:: Directions for this task ::
Return the entries below precisely, omitting nothing.

[Collected data entries]
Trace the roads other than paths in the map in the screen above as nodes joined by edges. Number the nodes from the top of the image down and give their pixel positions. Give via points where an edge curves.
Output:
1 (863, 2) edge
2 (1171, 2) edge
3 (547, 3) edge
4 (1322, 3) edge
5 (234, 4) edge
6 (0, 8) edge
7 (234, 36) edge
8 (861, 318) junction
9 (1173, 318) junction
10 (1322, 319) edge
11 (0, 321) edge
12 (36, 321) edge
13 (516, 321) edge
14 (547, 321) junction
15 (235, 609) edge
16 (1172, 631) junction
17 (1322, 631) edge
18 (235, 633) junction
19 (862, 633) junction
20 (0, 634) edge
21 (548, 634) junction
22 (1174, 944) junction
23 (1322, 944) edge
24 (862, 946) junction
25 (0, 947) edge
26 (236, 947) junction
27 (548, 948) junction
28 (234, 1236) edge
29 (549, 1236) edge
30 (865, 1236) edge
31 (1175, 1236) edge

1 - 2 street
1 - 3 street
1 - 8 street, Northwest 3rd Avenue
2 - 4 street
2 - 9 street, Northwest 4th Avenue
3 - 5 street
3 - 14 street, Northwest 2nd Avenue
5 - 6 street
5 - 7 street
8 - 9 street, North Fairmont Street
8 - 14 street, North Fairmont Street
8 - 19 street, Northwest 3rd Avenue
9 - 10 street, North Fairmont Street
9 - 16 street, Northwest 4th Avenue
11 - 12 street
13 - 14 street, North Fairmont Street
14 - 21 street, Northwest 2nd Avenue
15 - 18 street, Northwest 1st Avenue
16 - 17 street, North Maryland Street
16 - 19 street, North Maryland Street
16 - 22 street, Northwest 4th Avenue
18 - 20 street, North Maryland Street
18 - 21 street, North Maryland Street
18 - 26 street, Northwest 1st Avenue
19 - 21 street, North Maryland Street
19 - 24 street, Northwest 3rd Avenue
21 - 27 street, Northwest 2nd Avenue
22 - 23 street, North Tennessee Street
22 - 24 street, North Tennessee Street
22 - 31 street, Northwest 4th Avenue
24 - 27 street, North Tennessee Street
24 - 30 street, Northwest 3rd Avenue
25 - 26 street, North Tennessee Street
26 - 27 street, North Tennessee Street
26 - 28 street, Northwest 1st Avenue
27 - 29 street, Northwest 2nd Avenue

:: Response box ::
Trace the roads other than paths in the map in the screen above as nodes joined by edges. Number the nodes from the top of the image down and give their pixel positions. Give via points where an edge curves.
Output:
1 (863, 2) edge
2 (1171, 2) edge
3 (547, 3) edge
4 (1322, 3) edge
5 (234, 4) edge
6 (0, 8) edge
7 (234, 36) edge
8 (861, 318) junction
9 (1173, 318) junction
10 (1322, 319) edge
11 (0, 321) edge
12 (36, 321) edge
13 (516, 321) edge
14 (547, 321) junction
15 (235, 609) edge
16 (1172, 631) junction
17 (1322, 631) edge
18 (235, 633) junction
19 (862, 633) junction
20 (0, 634) edge
21 (548, 634) junction
22 (1174, 944) junction
23 (1322, 944) edge
24 (862, 946) junction
25 (0, 947) edge
26 (236, 947) junction
27 (548, 948) junction
28 (234, 1236) edge
29 (549, 1236) edge
30 (865, 1236) edge
31 (1175, 1236) edge

1 - 2 street
1 - 3 street
1 - 8 street, Northwest 3rd Avenue
2 - 4 street
2 - 9 street, Northwest 4th Avenue
3 - 5 street
3 - 14 street, Northwest 2nd Avenue
5 - 6 street
5 - 7 street
8 - 9 street, North Fairmont Street
8 - 14 street, North Fairmont Street
8 - 19 street, Northwest 3rd Avenue
9 - 10 street, North Fairmont Street
9 - 16 street, Northwest 4th Avenue
11 - 12 street
13 - 14 street, North Fairmont Street
14 - 21 street, Northwest 2nd Avenue
15 - 18 street, Northwest 1st Avenue
16 - 17 street, North Maryland Street
16 - 19 street, North Maryland Street
16 - 22 street, Northwest 4th Avenue
18 - 20 street, North Maryland Street
18 - 21 street, North Maryland Street
18 - 26 street, Northwest 1st Avenue
19 - 21 street, North Maryland Street
19 - 24 street, Northwest 3rd Avenue
21 - 27 street, Northwest 2nd Avenue
22 - 23 street, North Tennessee Street
22 - 24 street, North Tennessee Street
22 - 31 street, Northwest 4th Avenue
24 - 27 street, North Tennessee Street
24 - 30 street, Northwest 3rd Avenue
25 - 26 street, North Tennessee Street
26 - 27 street, North Tennessee Street
26 - 28 street, Northwest 1st Avenue
27 - 29 street, Northwest 2nd Avenue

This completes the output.